* [Task to complete] Give the listing below again in full, exactly as written.

* [Materials provided]
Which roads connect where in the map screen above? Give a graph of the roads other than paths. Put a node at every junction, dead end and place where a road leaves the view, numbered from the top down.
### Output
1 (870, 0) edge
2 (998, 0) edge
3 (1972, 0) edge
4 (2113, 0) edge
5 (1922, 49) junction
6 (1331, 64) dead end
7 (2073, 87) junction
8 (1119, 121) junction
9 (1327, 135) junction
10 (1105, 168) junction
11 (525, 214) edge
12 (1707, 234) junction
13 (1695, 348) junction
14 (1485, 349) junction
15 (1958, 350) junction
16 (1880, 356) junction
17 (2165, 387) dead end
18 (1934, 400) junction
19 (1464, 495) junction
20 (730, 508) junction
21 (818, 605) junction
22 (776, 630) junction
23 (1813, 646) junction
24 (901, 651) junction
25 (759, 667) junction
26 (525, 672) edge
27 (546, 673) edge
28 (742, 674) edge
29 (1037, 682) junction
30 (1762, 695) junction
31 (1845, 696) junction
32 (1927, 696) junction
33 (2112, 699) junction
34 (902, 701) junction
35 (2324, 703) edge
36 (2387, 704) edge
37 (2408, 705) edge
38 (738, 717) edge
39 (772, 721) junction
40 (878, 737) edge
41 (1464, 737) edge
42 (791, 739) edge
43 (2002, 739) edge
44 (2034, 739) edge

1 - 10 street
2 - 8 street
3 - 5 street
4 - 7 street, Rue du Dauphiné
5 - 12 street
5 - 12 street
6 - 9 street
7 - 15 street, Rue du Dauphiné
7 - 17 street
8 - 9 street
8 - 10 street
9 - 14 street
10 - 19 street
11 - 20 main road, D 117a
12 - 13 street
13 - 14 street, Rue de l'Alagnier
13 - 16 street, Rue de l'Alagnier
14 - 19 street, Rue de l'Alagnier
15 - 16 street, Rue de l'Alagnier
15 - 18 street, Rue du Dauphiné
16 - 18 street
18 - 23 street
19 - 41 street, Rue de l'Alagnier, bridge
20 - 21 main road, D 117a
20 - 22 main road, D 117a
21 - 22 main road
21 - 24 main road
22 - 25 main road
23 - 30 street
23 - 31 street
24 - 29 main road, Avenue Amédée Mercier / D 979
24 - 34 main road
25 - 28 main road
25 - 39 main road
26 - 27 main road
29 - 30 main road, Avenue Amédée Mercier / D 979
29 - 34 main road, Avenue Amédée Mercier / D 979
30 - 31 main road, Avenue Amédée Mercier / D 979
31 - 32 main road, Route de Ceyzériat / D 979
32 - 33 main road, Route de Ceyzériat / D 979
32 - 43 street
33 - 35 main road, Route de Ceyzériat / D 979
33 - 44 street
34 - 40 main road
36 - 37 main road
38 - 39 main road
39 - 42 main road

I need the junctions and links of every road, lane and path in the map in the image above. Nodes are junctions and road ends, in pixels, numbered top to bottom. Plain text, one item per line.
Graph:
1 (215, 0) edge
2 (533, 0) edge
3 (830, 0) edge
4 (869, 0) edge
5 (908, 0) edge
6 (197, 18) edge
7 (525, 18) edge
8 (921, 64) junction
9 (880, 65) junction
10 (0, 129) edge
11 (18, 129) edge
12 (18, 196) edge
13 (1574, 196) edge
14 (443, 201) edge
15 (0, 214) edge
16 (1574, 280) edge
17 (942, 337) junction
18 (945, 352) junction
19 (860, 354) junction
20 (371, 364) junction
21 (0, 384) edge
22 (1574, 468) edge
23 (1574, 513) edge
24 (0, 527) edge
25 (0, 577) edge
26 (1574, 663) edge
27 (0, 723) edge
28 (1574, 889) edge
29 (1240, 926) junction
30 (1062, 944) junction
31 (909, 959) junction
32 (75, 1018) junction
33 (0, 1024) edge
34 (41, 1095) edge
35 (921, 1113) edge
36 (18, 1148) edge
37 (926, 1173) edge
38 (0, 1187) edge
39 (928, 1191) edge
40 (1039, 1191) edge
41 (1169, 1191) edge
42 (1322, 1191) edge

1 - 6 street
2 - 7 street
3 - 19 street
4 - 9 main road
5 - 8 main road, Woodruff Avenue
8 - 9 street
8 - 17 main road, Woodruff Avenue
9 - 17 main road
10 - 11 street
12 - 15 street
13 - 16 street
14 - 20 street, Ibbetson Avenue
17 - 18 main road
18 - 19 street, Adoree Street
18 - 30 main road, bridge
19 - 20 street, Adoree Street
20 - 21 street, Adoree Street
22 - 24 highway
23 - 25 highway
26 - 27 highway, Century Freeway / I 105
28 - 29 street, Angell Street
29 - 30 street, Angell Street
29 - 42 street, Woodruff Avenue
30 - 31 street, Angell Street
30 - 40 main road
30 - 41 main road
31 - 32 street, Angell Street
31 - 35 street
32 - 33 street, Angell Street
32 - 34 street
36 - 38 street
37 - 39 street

* [Exercise solution]
Which roads connect where in the map screen above? Give a graph of the roads other than paths. Put a node at every junction, dead end and place where a road leaves the view, numbered from the top down.
### Output
1 (870, 0) edge
2 (998, 0) edge
3 (1972, 0) edge
4 (2113, 0) edge
5 (1922, 49) junction
6 (1331, 64) dead end
7 (2073, 87) junction
8 (1119, 121) junction
9 (1327, 135) junction
10 (1105, 168) junction
11 (525, 214) edge
12 (1707, 234) junction
13 (1695, 348) junction
14 (1485, 349) junction
15 (1958, 350) junction
16 (1880, 356) junction
17 (2165, 387) dead end
18 (1934, 400) junction
19 (1464, 495) junction
20 (730, 508) junction
21 (818, 605) junction
22 (776, 630) junction
23 (1813, 646) junction
24 (901, 651) junction
25 (759, 667) junction
26 (525, 672) edge
27 (546, 673) edge
28 (742, 674) edge
29 (1037, 682) junction
30 (1762, 695) junction
31 (1845, 696) junction
32 (1927, 696) junction
33 (2112, 699) junction
34 (902, 701) junction
35 (2324, 703) edge
36 (2387, 704) edge
37 (2408, 705) edge
38 (738, 717) edge
39 (772, 721) junction
40 (878, 737) edge
41 (1464, 737) edge
42 (791, 739) edge
43 (2002, 739) edge
44 (2034, 739) edge

1 - 10 street
2 - 8 street
3 - 5 street
4 - 7 street, Rue du Dauphiné
5 - 12 street
5 - 12 street
6 - 9 street
7 - 15 street, Rue du Dauphiné
7 - 17 street
8 - 9 street
8 - 10 street
9 - 14 street
10 - 19 street
11 - 20 main road, D 117a
12 - 13 street
13 - 14 street, Rue de l'Alagnier
13 - 16 street, Rue de l'Alagnier
14 - 19 street, Rue de l'Alagnier
15 - 16 street, Rue de l'Alagnier
15 - 18 street, Rue du Dauphiné
16 - 18 street
18 - 23 street
19 - 41 street, Rue de l'Alagnier, bridge
20 - 21 main road, D 117a
20 - 22 main road, D 117a
21 - 22 main road
21 - 24 main road
22 - 25 main road
23 - 30 street
23 - 31 street
24 - 29 main road, Avenue Amédée Mercier / D 979
24 - 34 main road
25 - 28 main road
25 - 39 main road
26 - 27 main road
29 - 30 main road, Avenue Amédée Mercier / D 979
29 - 34 main road, Avenue Amédée Mercier / D 979
30 - 31 main road, Avenue Amédée Mercier / D 979
31 - 32 main road, Route de Ceyzériat / D 979
32 - 33 main road, Route de Ceyzériat / D 979
32 - 43 street
33 - 35 main road, Route de Ceyzériat / D 979
33 - 44 street
34 - 40 main road
36 - 37 main road
38 - 39 main road
39 - 42 main road

I need the junctions and links of every road, lane and path in the map in the image above. Nodes are junctions and road ends, in pixels, numbered top to bottom. Plain text, one item per line.
Graph:
1 (215, 0) edge
2 (533, 0) edge
3 (830, 0) edge
4 (869, 0) edge
5 (908, 0) edge
6 (197, 18) edge
7 (525, 18) edge
8 (921, 64) junction
9 (880, 65) junction
10 (0, 129) edge
11 (18, 129) edge
12 (18, 196) edge
13 (1574, 196) edge
14 (443, 201) edge
15 (0, 214) edge
16 (1574, 280) edge
17 (942, 337) junction
18 (945, 352) junction
19 (860, 354) junction
20 (371, 364) junction
21 (0, 384) edge
22 (1574, 468) edge
23 (1574, 513) edge
24 (0, 527) edge
25 (0, 577) edge
26 (1574, 663) edge
27 (0, 723) edge
28 (1574, 889) edge
29 (1240, 926) junction
30 (1062, 944) junction
31 (909, 959) junction
32 (75, 1018) junction
33 (0, 1024) edge
34 (41, 1095) edge
35 (921, 1113) edge
36 (18, 1148) edge
37 (926, 1173) edge
38 (0, 1187) edge
39 (928, 1191) edge
40 (1039, 1191) edge
41 (1169, 1191) edge
42 (1322, 1191) edge

1 - 6 street
2 - 7 street
3 - 19 street
4 - 9 main road
5 - 8 main road, Woodruff Avenue
8 - 9 street
8 - 17 main road, Woodruff Avenue
9 - 17 main road
10 - 11 street
12 - 15 street
13 - 16 street
14 - 20 street, Ibbetson Avenue
17 - 18 main road
18 - 19 street, Adoree Street
18 - 30 main road, bridge
19 - 20 street, Adoree Street
20 - 21 street, Adoree Street
22 - 24 highway
23 - 25 highway
26 - 27 highway, Century Freeway / I 105
28 - 29 street, Angell Street
29 - 30 street, Angell Street
29 - 42 street, Woodruff Avenue
30 - 31 street, Angell Street
30 - 40 main road
30 - 41 main road
31 - 32 street, Angell Street
31 - 35 street
32 - 33 street, Angell Street
32 - 34 street
36 - 38 street
37 - 39 street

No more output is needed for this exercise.